One point I try to make to my students is the importance of being a translator in our job as a Systems Engineer. You're a translator between the customer and the technical specialist. You have to understand the customer domain and needs enough to convey those needs to the techno-geeks, all the while speaking their techno-bable. And you have to understand the technology capabilities and limitations enough in order to explain them to lay people using lay terms. That's the challenge.
And it doesn't help when each technical domain has its own phraseology. Take IT with its bewildering array of terms and buzzwords. Here's an article that highlights the difficulty we System Engineers face as Techno-Translators.
Buzzwords: Making Sense of the IT World by Mary K. Pratt, October 09, 2006 (Computerworld)
Here's an except:
"IT is riddled with hard ones — obscure jargon, acronyms, catchphrases and made-up words that evolve as fast as technology itself. The dictionary folks can hardly keep up. (For more examples, see Words We Love to Hate.)

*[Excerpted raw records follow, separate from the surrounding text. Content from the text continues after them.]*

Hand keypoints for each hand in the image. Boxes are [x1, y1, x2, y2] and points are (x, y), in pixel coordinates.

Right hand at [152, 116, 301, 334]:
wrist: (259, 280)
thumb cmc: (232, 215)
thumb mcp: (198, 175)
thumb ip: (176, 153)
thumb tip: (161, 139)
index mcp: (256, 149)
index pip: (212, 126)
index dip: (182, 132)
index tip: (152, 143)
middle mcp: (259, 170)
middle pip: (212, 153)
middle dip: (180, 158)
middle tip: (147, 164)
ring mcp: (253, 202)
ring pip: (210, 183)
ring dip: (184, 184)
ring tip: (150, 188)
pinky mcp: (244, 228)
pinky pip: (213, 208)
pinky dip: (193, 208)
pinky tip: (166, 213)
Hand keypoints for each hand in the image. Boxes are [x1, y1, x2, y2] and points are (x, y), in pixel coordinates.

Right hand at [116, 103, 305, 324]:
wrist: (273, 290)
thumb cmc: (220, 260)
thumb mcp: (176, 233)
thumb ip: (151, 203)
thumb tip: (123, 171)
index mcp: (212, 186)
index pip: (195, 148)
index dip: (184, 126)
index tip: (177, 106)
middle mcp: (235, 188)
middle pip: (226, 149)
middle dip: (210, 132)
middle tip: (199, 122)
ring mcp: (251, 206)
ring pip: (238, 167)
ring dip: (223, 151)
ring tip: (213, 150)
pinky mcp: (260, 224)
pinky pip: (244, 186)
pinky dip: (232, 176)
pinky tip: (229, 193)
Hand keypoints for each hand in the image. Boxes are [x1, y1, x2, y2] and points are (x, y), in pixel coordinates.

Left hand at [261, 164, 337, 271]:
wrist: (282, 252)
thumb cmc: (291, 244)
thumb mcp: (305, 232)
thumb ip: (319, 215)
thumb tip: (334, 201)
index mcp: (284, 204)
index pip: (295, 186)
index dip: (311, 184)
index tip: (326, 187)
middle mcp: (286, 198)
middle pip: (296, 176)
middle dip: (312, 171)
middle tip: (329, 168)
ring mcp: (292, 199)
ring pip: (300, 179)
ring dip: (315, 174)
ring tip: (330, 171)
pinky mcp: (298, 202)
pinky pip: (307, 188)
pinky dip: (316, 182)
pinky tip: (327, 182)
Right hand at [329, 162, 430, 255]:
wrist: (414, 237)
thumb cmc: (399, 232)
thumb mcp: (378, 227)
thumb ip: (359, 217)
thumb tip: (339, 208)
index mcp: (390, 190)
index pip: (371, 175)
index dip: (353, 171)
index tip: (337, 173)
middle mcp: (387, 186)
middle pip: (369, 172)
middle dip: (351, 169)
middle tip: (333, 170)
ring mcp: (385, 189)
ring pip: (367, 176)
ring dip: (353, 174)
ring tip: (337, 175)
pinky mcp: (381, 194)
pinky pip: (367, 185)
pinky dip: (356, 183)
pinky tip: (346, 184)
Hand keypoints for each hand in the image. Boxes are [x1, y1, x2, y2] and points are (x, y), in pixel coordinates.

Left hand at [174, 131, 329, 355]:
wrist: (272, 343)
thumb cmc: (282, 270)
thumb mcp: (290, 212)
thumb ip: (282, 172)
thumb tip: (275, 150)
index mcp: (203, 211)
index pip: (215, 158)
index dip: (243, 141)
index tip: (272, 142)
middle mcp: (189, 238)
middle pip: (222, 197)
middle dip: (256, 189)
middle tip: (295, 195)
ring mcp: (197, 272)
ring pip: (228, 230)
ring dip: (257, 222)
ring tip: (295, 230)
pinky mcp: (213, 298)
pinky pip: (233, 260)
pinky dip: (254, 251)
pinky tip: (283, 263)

While some may find it amusing to bewilder technophobes with technospeak, the prevalent use of insider terminology actually has business — and career — consequences. At the very least, confusion over IT-related buzzwords can lead to miscommunications that breed frustration and waste time. At worst, it can engender serious battles between misunderstood parties that can end in litigation.
“You could be the best technical person in the world, but if you can’t effectively communicate with your business partners, then who cares?” says Jerry Luftman, executive vice president of academic relations at the Society for Information Management (SIM) and associate dean at the Stevens Institute of Technology in Hoboken, N.J.